►
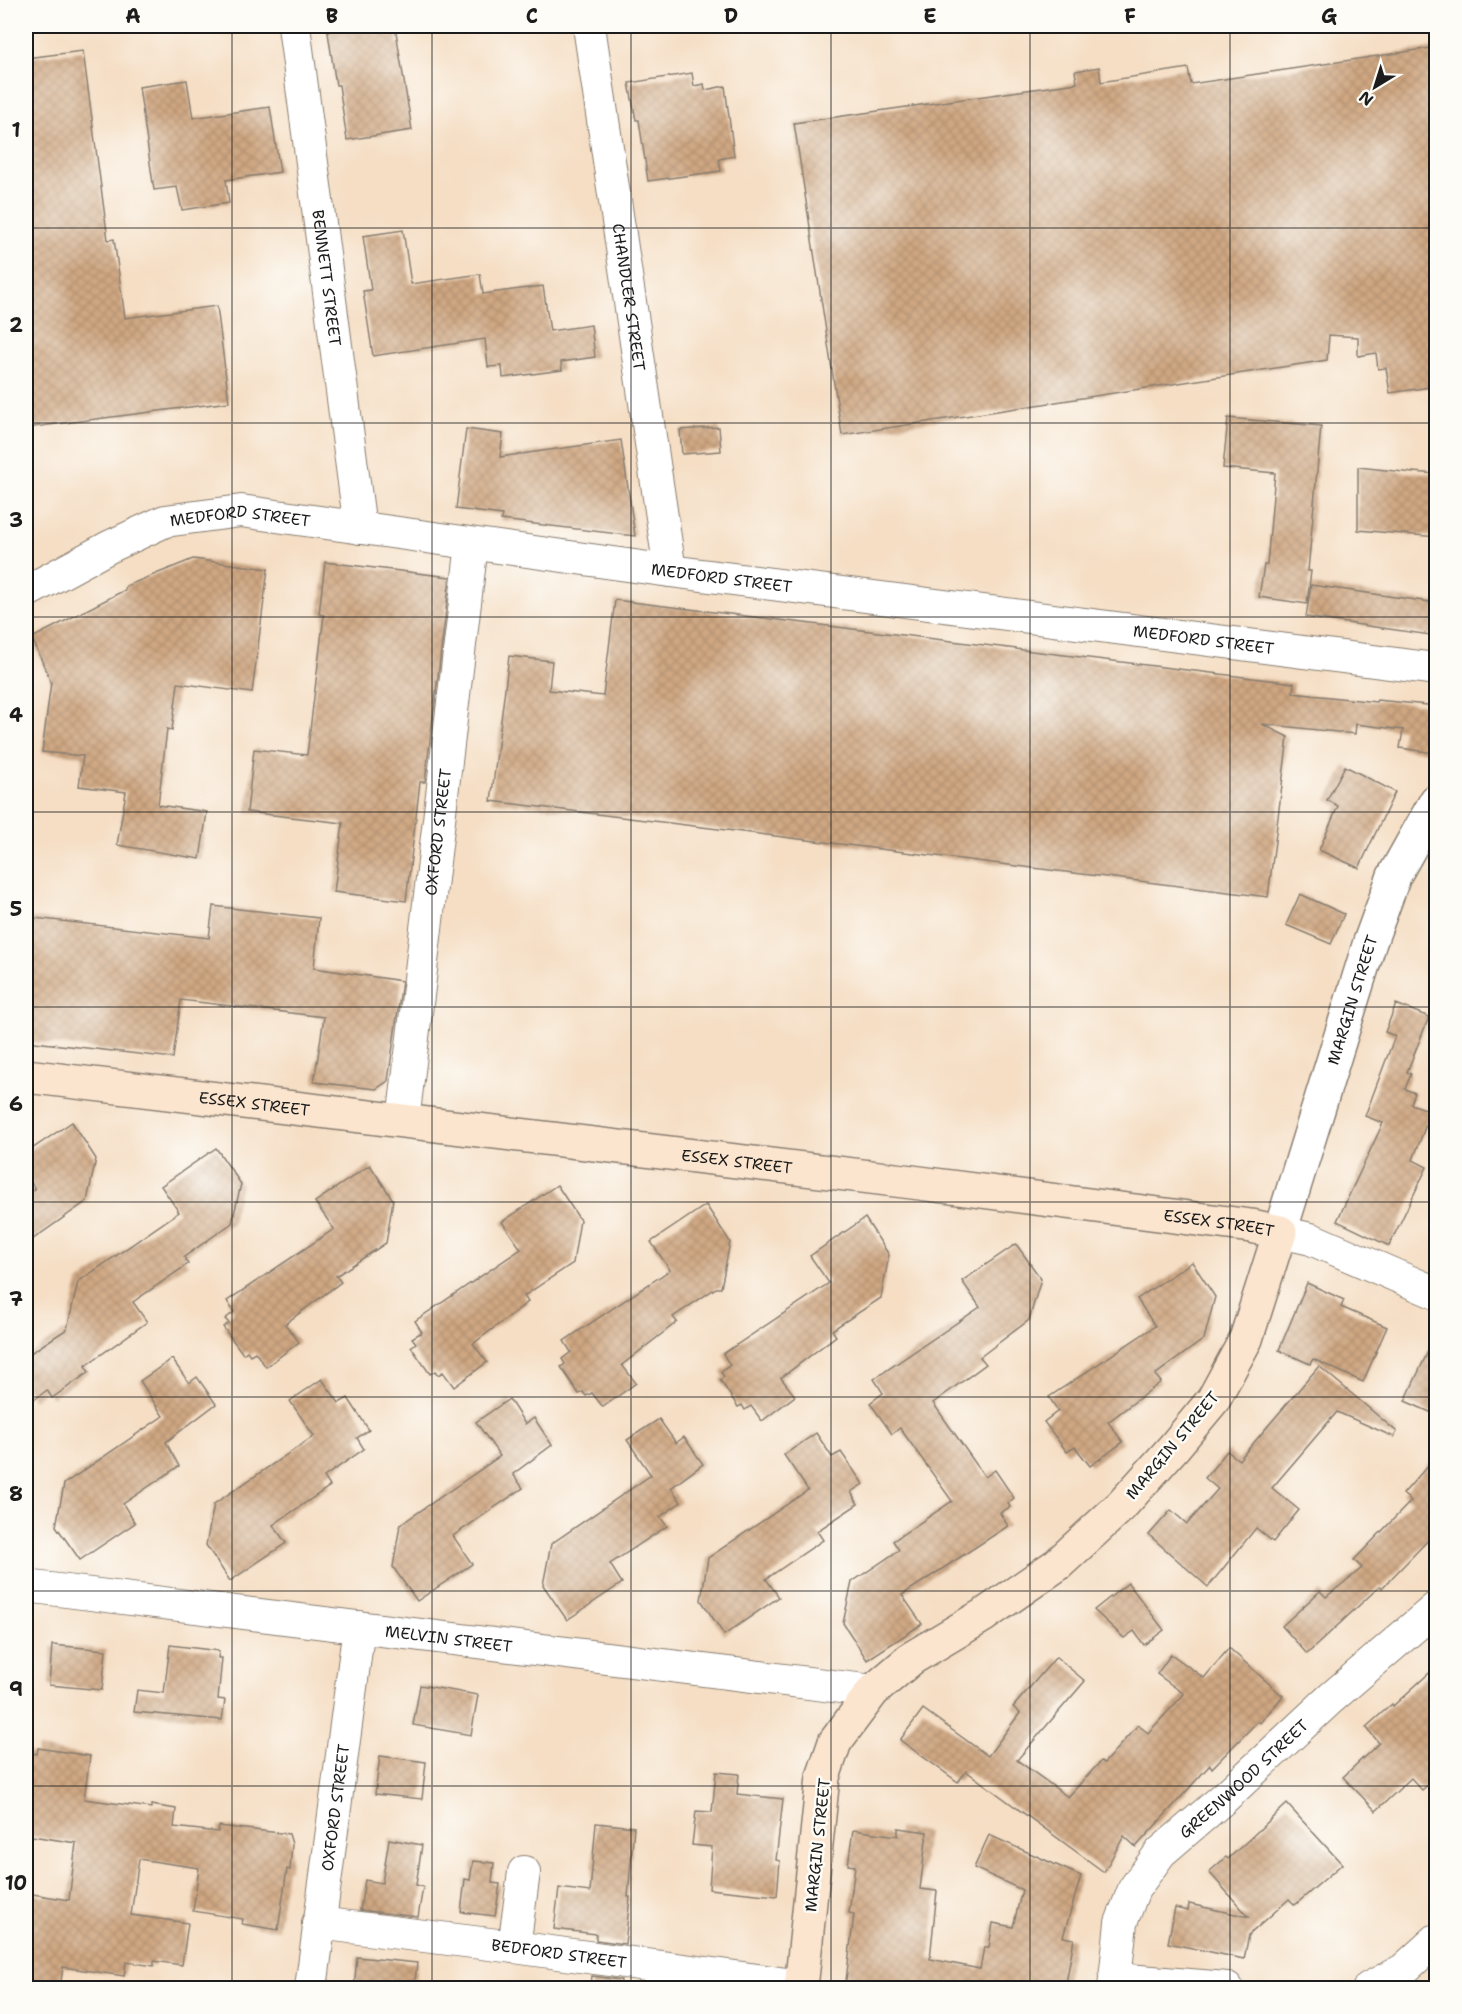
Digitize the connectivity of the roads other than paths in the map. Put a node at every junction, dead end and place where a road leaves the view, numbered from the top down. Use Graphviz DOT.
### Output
graph roads {
  1 [pos="294,26"];
  2 [pos="589,26"];
  3 [pos="360,528"];
  4 [pos="472,544"];
  5 [pos="670,571"];
  6 [pos="26,592"];
  7 [pos="1437,669"];
  8 [pos="1437,801"];
  9 [pos="26,1076"];
  10 [pos="403,1121"];
  11 [pos="1280,1232"];
  12 [pos="1437,1293"];
  13 [pos="26,1586"];
  14 [pos="1437,1608"];
  15 [pos="359,1627"];
  16 [pos="873,1691"];
  17 [pos="525,1872"];
  18 [pos="318,1923"];
  19 [pos="1437,1940"];
  20 [pos="514,1947"];
  21 [pos="1114,1984"];
  22 [pos="801,1987"];
  23 [pos="311,1989"];
  24 [pos="1227,1989"];
  25 [pos="1369,1989"];
  1 -- 3 [label="street, BENNETT STREET"];
  2 -- 5 [label="street, CHANDLER STREET"];
  3 -- 4 [label="street, MEDFORD STREET"];
  3 -- 6 [label="street, MEDFORD STREET"];
  4 -- 5 [label="street, MEDFORD STREET"];
  4 -- 10 [label="street, OXFORD STREET"];
  5 -- 7 [label="street, MEDFORD STREET"];
  8 -- 11 [label="street, MARGIN STREET"];
  9 -- 10 [label="main road, ESSEX STREET"];
  10 -- 11 [label="main road, ESSEX STREET"];
  11 -- 12 [label="street, ESSEX STREET"];
  11 -- 16 [label="main road, MARGIN STREET"];
  13 -- 15 [label="street, MELVIN STREET"];
  14 -- 21 [label="street, GREENWOOD STREET"];
  15 -- 16 [label="street, MELVIN STREET"];
  15 -- 18 [label="street, OXFORD STREET"];
  16 -- 22 [label="main road, MARGIN STREET"];
  17 -- 20 [label="street"];
  18 -- 20 [label="street, BEDFORD STREET"];
  18 -- 23 [label="street, OXFORD STREET"];
  19 -- 25 [label="street"];
  20 -- 22 [label="street, BEDFORD STREET"];
  21 -- 24 [label="street"];
}
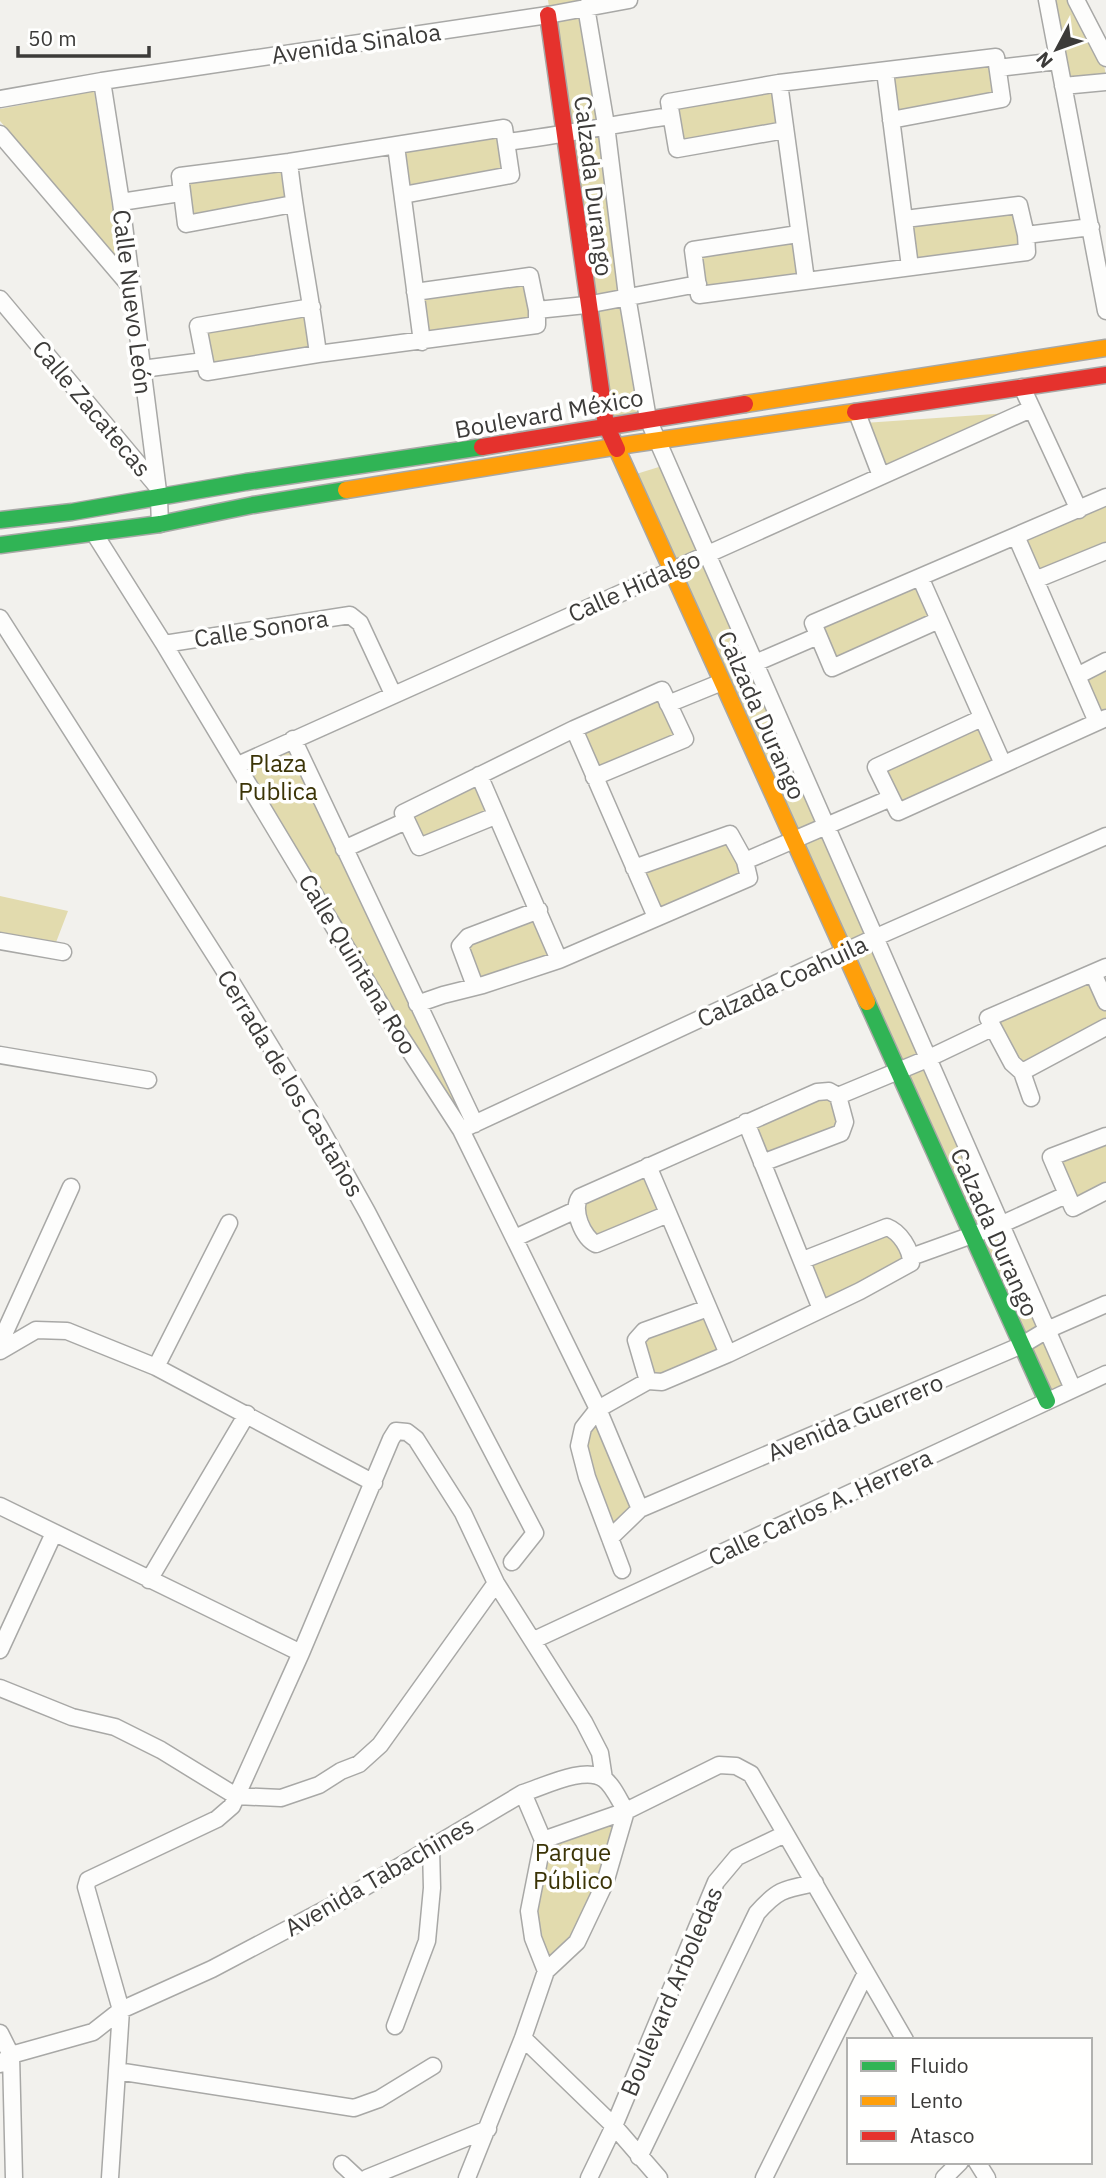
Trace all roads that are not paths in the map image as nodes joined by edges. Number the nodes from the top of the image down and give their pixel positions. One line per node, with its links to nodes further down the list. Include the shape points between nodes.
1 (629, 0): 4 (street, Avenida Sinaloa)
2 (1047, 0): 7 (street)
3 (1076, 0): 6 (street)
4 (586, 7): 5 (street, Avenida Sinaloa); 17 (street, Calzada Durango)
5 (548, 15): 10 (street, Avenida Sinaloa); 20 (main road, Calzada Durango)
6 (1106, 58)
7 (1058, 61): 8 (street); 13 (street)
8 (998, 68): 9 (street, via 996,57); 16 (street, via 1002,99)
9 (885, 71): 12 (street); 16 (street)
10 (102, 81): 14 (street, Avenida Sinaloa); 26 (street, Calle Nuevo León)
11 (1106, 82): 13 (street)
12 (779, 83): 15 (street, via 670,102); 18 (street)
13 (1063, 86): 29 (street)
14 (0, 99)
15 (670, 116): 17 (street); 18 (street, via 677,149)
16 (891, 120): 28 (street)
17 (606, 125): 20 (street); 37 (street, Calzada Durango)
18 (785, 130): 30 (street)
19 (0, 134): 35 (street)
20 (566, 134): 21 (street); 39 (main road, Calzada Durango)
21 (508, 142): 22 (street, via 504,128); 25 (street, via 511,175)
22 (396, 146): 23 (street); 25 (street)
23 (289, 162): 24 (street, via 180,176); 27 (street)
24 (180, 193): 26 (street); 27 (street, via 186,225)
25 (403, 195): 36 (street)
26 (121, 202): 35 (street, Calle Nuevo León)
27 (293, 204): 40 (street)
28 (905, 219): 31 (street, via 1019,205); 32 (street)
29 (1091, 227): 31 (street); 42 (street)
30 (798, 234): 33 (street); 34 (street, via 693,250)
31 (1026, 235): 32 (street, via 1027,252)
32 (910, 267): 33 (street)
33 (806, 280): 34 (street, via 699,295)
34 (698, 284): 37 (street)
35 (131, 287): 47 (street, Calle Nuevo León)
36 (415, 292): 41 (street, via 530,276); 43 (street)
37 (627, 296): 39 (street); 52 (street, Calzada Durango)
38 (0, 299): 57 (street, Calle Zacatecas)
39 (586, 305): 41 (street); 53 (main road, Calzada Durango)
40 (312, 307): 45 (street); 46 (street, via 198,326)
41 (537, 310): 43 (street, via 537,325)
42 (1106, 312)
43 (422, 342): 45 (street)
44 (1106, 348): 52 (main road, Boulevard México)
45 (318, 354): 46 (street, via 206,372)
46 (204, 361): 47 (street)
47 (142, 369): 57 (street, Calle Nuevo León)
48 (1106, 375): 49 (main road, Boulevard México)
49 (1022, 387): 50 (street); 51 (main road, Boulevard México)
50 (1031, 409): 56 (street, Calle Hidalgo); 59 (street)
51 (857, 413): 54 (main road, Boulevard México); 56 (street)
52 (648, 419): 53 (main road, Boulevard México); 54 (street, Calzada Durango)
53 (606, 425): 55 (main road, Calzada Durango); 57 (main road, Boulevard México, via 422,457)
54 (655, 440): 55 (main road, Boulevard México); 66 (street, Calzada Durango)
55 (615, 447): 61 (main road, Boulevard México); 67 (main road, Calzada Durango)
56 (881, 476): 66 (street, Calle Hidalgo)
57 (158, 492): 60 (main road, Boulevard México, via 72,512); 61 (street, Calle Nuevo León)
58 (1106, 497): 59 (street)
59 (1079, 510): 63 (street)
60 (0, 520)
61 (160, 524): 62 (main road, Boulevard México)
62 (94, 533): 64 (main road, Boulevard México); 73 (street, Calle Quintana Roo)
63 (1016, 536): 68 (street); 69 (street)
64 (0, 545)
65 (1106, 551): 69 (street)
66 (706, 555): 67 (street, Calle Hidalgo); 75 (street, Calzada Durango)
67 (671, 570): 77 (main road, Calzada Durango); 78 (street, Calle Hidalgo)
68 (920, 577): 71 (street); 72 (street, via 813,623)
69 (1035, 580): 76 (street)
70 (0, 618): 153 (street, Cerrada de los Castaños, via 221,965 367,1212 535,1533)
71 (939, 620): 72 (street, via 832,668); 80 (street)
72 (818, 636): 75 (street)
73 (164, 644): 78 (street, Calle Sonora, via 350,615 360,624); 85 (street, Calle Quintana Roo)
74 (1106, 662): 76 (street)
75 (754, 664): 91 (street, Calzada Durango)
76 (1077, 676): 81 (street)
77 (722, 682): 79 (street); 93 (main road, Calzada Durango)
78 (393, 694): 83 (street, Calle Hidalgo)
79 (668, 704): 82 (street, via 662,690); 87 (street, via 685,738)
80 (982, 718): 84 (street); 88 (street, via 876,767)
81 (1102, 720): 84 (street)
82 (573, 729): 86 (street); 87 (street)
83 (293, 739): 85 (street, Calle Hidalgo); 94 (street, Calle Quintana Roo)
84 (1003, 764): 88 (street, via 898,812)
85 (238, 765): 118 (street, Calle Quintana Roo, via 388,1017)
86 (479, 775): 89 (street); 90 (street, via 403,813)
87 (594, 777): 96 (street)
88 (891, 798): 91 (street)
89 (495, 816): 90 (street, via 419,847); 97 (street)
90 (406, 821): 94 (street)
91 (826, 828): 93 (street); 99 (street, Calzada Durango)
92 (1106, 836): 99 (street, Calzada Coahuila)
93 (793, 840): 95 (street); 102 (main road, Calzada Durango)
94 (344, 849): 107 (street, Calle Quintana Roo)
95 (745, 861): 96 (street, via 730,834); 98 (street, via 749,878)
96 (634, 868): 98 (street)
97 (539, 910): 103 (street); 105 (street, via 461,943)
98 (656, 917): 103 (street)
99 (874, 938): 102 (street, Calzada Coahuila); 111 (street, Calzada Durango)
100 (0, 941): 101 (street)
101 (63, 952)
102 (844, 952): 112 (main road, Calzada Durango); 118 (street, Calzada Coahuila)
103 (559, 960): 105 (street)
104 (1100, 970): 106 (street); 109 (street, via 988,1018)
105 (475, 986): 107 (street)
106 (1106, 1002)
107 (417, 1004): 118 (street, Calle Quintana Roo)
108 (1106, 1027): 113 (street)
109 (992, 1028): 111 (street); 113 (street)
110 (0, 1055): 114 (street)
111 (927, 1059): 112 (street); 128 (street, Calzada Durango)
112 (898, 1071): 115 (street); 129 (main road, Calzada Durango)
113 (1022, 1072): 116 (street)
114 (148, 1080)
115 (838, 1096): 117 (street, via 817,1092); 120 (street, via 845,1122 841,1133)
116 (1031, 1098)
117 (746, 1122): 120 (street); 121 (street)
118 (468, 1127): 130 (street, Calle Quintana Roo)
119 (1106, 1136): 124 (street, via 1051,1157)
120 (762, 1163): 132 (street)
121 (648, 1166): 125 (street, via 580,1197); 126 (street)
122 (71, 1187): 137 (street)
123 (1106, 1191): 124 (street, via 1073,1208)
124 (1066, 1195): 128 (street)
125 (576, 1210): 126 (street, via 589,1240 596,1244); 130 (street)
126 (668, 1214): 134 (street)
127 (229, 1223): 141 (street)
128 (1000, 1225): 129 (street); 136 (street, Calzada Durango)
129 (972, 1236): 131 (street); 138 (main road, Calzada Durango)
130 (515, 1238): 146 (street, Calle Quintana Roo)
131 (911, 1256): 132 (street, via 898,1234 887,1227); 135 (street, via 909,1265)
132 (803, 1260): 135 (street)
133 (1106, 1304): 136 (street, Avenida Guerrero)
134 (708, 1308): 140 (street); 143 (street, via 637,1336)
135 (821, 1310): 140 (street)
136 (1047, 1330): 138 (street, Avenida Guerrero); 144 (street, Calzada Durango)
137 (0, 1343)
138 (1022, 1345): 145 (main road, Calzada Durango); 150 (street, Avenida Guerrero)
139 (0, 1351): 141 (street, via 36,1330 55,1329)
140 (729, 1353): 143 (street, via 662,1382)
141 (156, 1367): 147 (street)
142 (1106, 1374): 144 (street, Calle Carlos A. Herrera)
143 (648, 1381): 146 (street)
144 (1073, 1389): 145 (street, Calle Carlos A. Herrera)
145 (1047, 1401): 157 (street, Calle Carlos A. Herrera)
146 (598, 1409): 150 (street, Calle Quintana Roo); 152 (street, via 583,1427 579,1446)
147 (247, 1414): 148 (street); 155 (street)
148 (374, 1483): 156 (street, via 391,1439 397,1431 407,1432 463,1513); 159 (street)
149 (0, 1506): 151 (street)
150 (640, 1509): 152 (street, Avenida Guerrero)
151 (54, 1533): 155 (street); 158 (street)
152 (610, 1538): 154 (street)
153 (512, 1562)
154 (622, 1570)
155 (149, 1580): 159 (street)
156 (496, 1583): 157 (street); 163 (street, via 400,1719 359,1764 281,1798)
157 (534, 1640): 161 (street, via 595,1743)
158 (0, 1650)
159 (301, 1653): 163 (street)
160 (0, 1688): 163 (street, via 72,1717 115,1727)
161 (604, 1779): 162 (street, Avenida Tabachines, via 580,1774); 164 (street)
162 (523, 1793): 166 (street); 167 (street, Avenida Tabachines)
163 (236, 1797): 171 (street, via 216,1819 88,1880 86,1887)
164 (626, 1811): 165 (street, via 719,1765 736,1766 751,1774); 166 (street); 169 (street, via 605,1883 577,1942)
165 (785, 1834): 168 (street); 179 (street, Boulevard Arboledas, via 737,1857 716,1882)
166 (543, 1840): 169 (street, via 529,1911 533,1938)
167 (431, 1847): 171 (street, Avenida Tabachines, via 212,1969); 172 (street, via 427,1941)
168 (815, 1883): 170 (street); 181 (street, via 782,1890 757,1913)
169 (546, 1971): 174 (street)
170 (866, 1973): 175 (street); 191 (street)
171 (121, 2010): 176 (street, Avenida Tabachines, via 93,2032); 178 (street)
172 (395, 2026)
173 (0, 2033): 176 (street)
174 (523, 2038): 179 (street); 180 (street)
175 (904, 2038)
176 (5, 2060): 184 (street)
177 (433, 2066): 178 (street, via 355,2108)
178 (117, 2071): 185 (street)
179 (614, 2126): 181 (street); 189 (street, Boulevard Arboledas)
180 (488, 2129): 187 (street); 188 (street)
181 (639, 2157): 190 (street)
182 (342, 2164): 186 (street)
183 (958, 2164): 192 (street)
184 (14, 2178)
185 (110, 2178)
186 (357, 2178)
187 (367, 2178)
188 (467, 2178)
189 (589, 2178)
190 (659, 2178)
191 (764, 2178)
192 (944, 2178)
◄
◆ PROBLEM DETAILS
Nothing but a number should be given: the number of lines in the records that contain the word "Herrera".

◆ COMPLETED EXERCISE
3